Look below for the line containing "ring mcp: (546, 896)"; from there through the line containing "middle mcp: (1294, 935)", both lines included, please set down each line exactly and nothing else.

Data under study:
== Segment start ==

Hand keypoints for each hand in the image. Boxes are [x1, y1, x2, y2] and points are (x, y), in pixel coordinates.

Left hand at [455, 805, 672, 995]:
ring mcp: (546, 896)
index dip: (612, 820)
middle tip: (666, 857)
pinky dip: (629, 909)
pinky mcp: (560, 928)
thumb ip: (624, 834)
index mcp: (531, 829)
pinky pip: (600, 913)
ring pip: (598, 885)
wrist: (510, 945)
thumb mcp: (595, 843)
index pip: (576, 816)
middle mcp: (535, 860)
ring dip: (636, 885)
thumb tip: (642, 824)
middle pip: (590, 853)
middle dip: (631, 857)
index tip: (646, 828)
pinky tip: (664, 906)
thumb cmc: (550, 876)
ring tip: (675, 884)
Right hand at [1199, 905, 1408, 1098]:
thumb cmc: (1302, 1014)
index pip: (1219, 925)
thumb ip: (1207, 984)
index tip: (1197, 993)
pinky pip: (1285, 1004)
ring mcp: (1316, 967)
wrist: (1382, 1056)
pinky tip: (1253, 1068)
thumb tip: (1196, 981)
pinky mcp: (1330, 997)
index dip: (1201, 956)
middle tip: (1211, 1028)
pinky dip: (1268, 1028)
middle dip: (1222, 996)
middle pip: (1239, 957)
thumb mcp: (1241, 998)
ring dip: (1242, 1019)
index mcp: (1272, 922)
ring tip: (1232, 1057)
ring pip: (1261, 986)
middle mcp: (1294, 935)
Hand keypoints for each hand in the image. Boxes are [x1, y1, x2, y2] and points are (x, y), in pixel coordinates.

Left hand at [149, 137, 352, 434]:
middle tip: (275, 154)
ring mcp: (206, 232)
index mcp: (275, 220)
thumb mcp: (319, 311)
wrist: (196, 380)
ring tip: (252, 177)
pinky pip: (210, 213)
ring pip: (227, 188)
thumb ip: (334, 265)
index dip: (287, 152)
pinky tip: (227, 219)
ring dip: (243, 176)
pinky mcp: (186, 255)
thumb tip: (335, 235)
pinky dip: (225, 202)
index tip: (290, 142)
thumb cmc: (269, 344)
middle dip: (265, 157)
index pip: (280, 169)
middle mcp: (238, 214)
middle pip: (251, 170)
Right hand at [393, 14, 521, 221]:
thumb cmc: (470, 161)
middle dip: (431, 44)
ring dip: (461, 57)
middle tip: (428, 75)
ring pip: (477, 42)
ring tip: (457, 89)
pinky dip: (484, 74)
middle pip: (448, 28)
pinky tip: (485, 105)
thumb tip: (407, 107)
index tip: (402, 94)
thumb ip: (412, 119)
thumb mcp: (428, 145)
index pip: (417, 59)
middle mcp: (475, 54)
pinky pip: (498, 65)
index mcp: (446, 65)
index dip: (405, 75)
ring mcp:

== Segment end ==

Exercise solution:
ring mcp: (546, 896)
index dip: (612, 820)
middle tip: (666, 857)
pinky dip: (629, 909)
pinky mcp: (560, 928)
thumb ip: (624, 834)
index mcp: (531, 829)
pinky pip: (600, 913)
ring pip: (598, 885)
wrist: (510, 945)
thumb mcp: (595, 843)
index pip: (576, 816)
middle mcp: (535, 860)
ring dip: (636, 885)
thumb tip: (642, 824)
middle pip: (590, 853)
middle dip: (631, 857)
index tip: (646, 828)
pinky tip: (664, 906)
thumb cmc: (550, 876)
ring tip: (675, 884)
Right hand at [1199, 905, 1408, 1098]:
thumb cmc: (1302, 1014)
index pip: (1219, 925)
thumb ip: (1207, 984)
index tip: (1197, 993)
pinky pip: (1285, 1004)
ring mcp: (1316, 967)
wrist: (1382, 1056)
pinky tip: (1253, 1068)
thumb tip: (1196, 981)
pinky mcp: (1330, 997)
index dip: (1201, 956)
middle tip: (1211, 1028)
pinky dip: (1268, 1028)
middle dip: (1222, 996)
middle pip: (1239, 957)
thumb mcp: (1241, 998)
ring dip: (1242, 1019)
index mcp: (1272, 922)
ring tip: (1232, 1057)
ring pip: (1261, 986)
middle mcp: (1294, 935)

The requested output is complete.